__About this task__: From the first line to the last, give the data again exactly.
= Beginning of Section =
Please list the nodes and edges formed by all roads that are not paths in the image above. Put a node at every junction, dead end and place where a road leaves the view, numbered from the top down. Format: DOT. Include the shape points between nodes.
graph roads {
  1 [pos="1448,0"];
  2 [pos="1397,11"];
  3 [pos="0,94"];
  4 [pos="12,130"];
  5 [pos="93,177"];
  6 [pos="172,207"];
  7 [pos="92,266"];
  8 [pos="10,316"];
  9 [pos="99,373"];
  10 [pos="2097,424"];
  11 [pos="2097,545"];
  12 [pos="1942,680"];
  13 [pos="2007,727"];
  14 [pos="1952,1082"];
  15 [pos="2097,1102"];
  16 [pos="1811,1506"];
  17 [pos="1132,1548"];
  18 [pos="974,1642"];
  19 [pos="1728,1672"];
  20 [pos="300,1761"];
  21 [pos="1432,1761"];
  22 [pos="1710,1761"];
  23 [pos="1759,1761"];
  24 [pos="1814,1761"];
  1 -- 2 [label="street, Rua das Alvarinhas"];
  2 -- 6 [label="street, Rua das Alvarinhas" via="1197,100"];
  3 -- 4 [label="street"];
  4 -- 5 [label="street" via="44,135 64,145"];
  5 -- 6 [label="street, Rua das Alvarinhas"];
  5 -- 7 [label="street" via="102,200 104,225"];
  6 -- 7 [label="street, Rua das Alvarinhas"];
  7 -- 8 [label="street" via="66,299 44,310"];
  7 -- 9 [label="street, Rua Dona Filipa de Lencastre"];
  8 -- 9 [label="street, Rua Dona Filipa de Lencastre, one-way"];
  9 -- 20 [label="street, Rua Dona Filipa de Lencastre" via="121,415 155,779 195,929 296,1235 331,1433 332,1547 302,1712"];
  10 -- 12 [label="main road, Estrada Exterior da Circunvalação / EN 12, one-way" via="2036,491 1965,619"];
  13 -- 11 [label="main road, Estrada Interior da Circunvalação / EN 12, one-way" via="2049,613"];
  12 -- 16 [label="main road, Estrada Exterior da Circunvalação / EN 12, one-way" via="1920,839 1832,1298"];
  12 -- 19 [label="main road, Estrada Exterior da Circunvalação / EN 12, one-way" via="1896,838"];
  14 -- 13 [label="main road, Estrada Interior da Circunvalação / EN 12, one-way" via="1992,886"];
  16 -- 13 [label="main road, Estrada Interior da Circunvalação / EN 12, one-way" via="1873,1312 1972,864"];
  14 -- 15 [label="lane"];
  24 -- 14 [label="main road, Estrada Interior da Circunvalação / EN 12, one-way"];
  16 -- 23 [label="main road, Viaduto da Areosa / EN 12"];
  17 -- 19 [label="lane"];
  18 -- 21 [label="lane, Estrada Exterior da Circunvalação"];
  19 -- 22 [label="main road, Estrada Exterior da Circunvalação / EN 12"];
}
= End of Section =
__Your solution__:
Please list the nodes and edges formed by all roads that are not paths in the image above. Put a node at every junction, dead end and place where a road leaves the view, numbered from the top down. Format: DOT. Include the shape points between nodes.
graph roads {
  1 [pos="1448,0"];
  2 [pos="1397,11"];
  3 [pos="0,94"];
  4 [pos="12,130"];
  5 [pos="93,177"];
  6 [pos="172,207"];
  7 [pos="92,266"];
  8 [pos="10,316"];
  9 [pos="99,373"];
  10 [pos="2097,424"];
  11 [pos="2097,545"];
  12 [pos="1942,680"];
  13 [pos="2007,727"];
  14 [pos="1952,1082"];
  15 [pos="2097,1102"];
  16 [pos="1811,1506"];
  17 [pos="1132,1548"];
  18 [pos="974,1642"];
  19 [pos="1728,1672"];
  20 [pos="300,1761"];
  21 [pos="1432,1761"];
  22 [pos="1710,1761"];
  23 [pos="1759,1761"];
  24 [pos="1814,1761"];
  1 -- 2 [label="street, Rua das Alvarinhas"];
  2 -- 6 [label="street, Rua das Alvarinhas" via="1197,100"];
  3 -- 4 [label="street"];
  4 -- 5 [label="street" via="44,135 64,145"];
  5 -- 6 [label="street, Rua das Alvarinhas"];
  5 -- 7 [label="street" via="102,200 104,225"];
  6 -- 7 [label="street, Rua das Alvarinhas"];
  7 -- 8 [label="street" via="66,299 44,310"];
  7 -- 9 [label="street, Rua Dona Filipa de Lencastre"];
  8 -- 9 [label="street, Rua Dona Filipa de Lencastre, one-way"];
  9 -- 20 [label="street, Rua Dona Filipa de Lencastre" via="121,415 155,779 195,929 296,1235 331,1433 332,1547 302,1712"];
  10 -- 12 [label="main road, Estrada Exterior da Circunvalação / EN 12, one-way" via="2036,491 1965,619"];
  13 -- 11 [label="main road, Estrada Interior da Circunvalação / EN 12, one-way" via="2049,613"];
  12 -- 16 [label="main road, Estrada Exterior da Circunvalação / EN 12, one-way" via="1920,839 1832,1298"];
  12 -- 19 [label="main road, Estrada Exterior da Circunvalação / EN 12, one-way" via="1896,838"];
  14 -- 13 [label="main road, Estrada Interior da Circunvalação / EN 12, one-way" via="1992,886"];
  16 -- 13 [label="main road, Estrada Interior da Circunvalação / EN 12, one-way" via="1873,1312 1972,864"];
  14 -- 15 [label="lane"];
  24 -- 14 [label="main road, Estrada Interior da Circunvalação / EN 12, one-way"];
  16 -- 23 [label="main road, Viaduto da Areosa / EN 12"];
  17 -- 19 [label="lane"];
  18 -- 21 [label="lane, Estrada Exterior da Circunvalação"];
  19 -- 22 [label="main road, Estrada Exterior da Circunvalação / EN 12"];
}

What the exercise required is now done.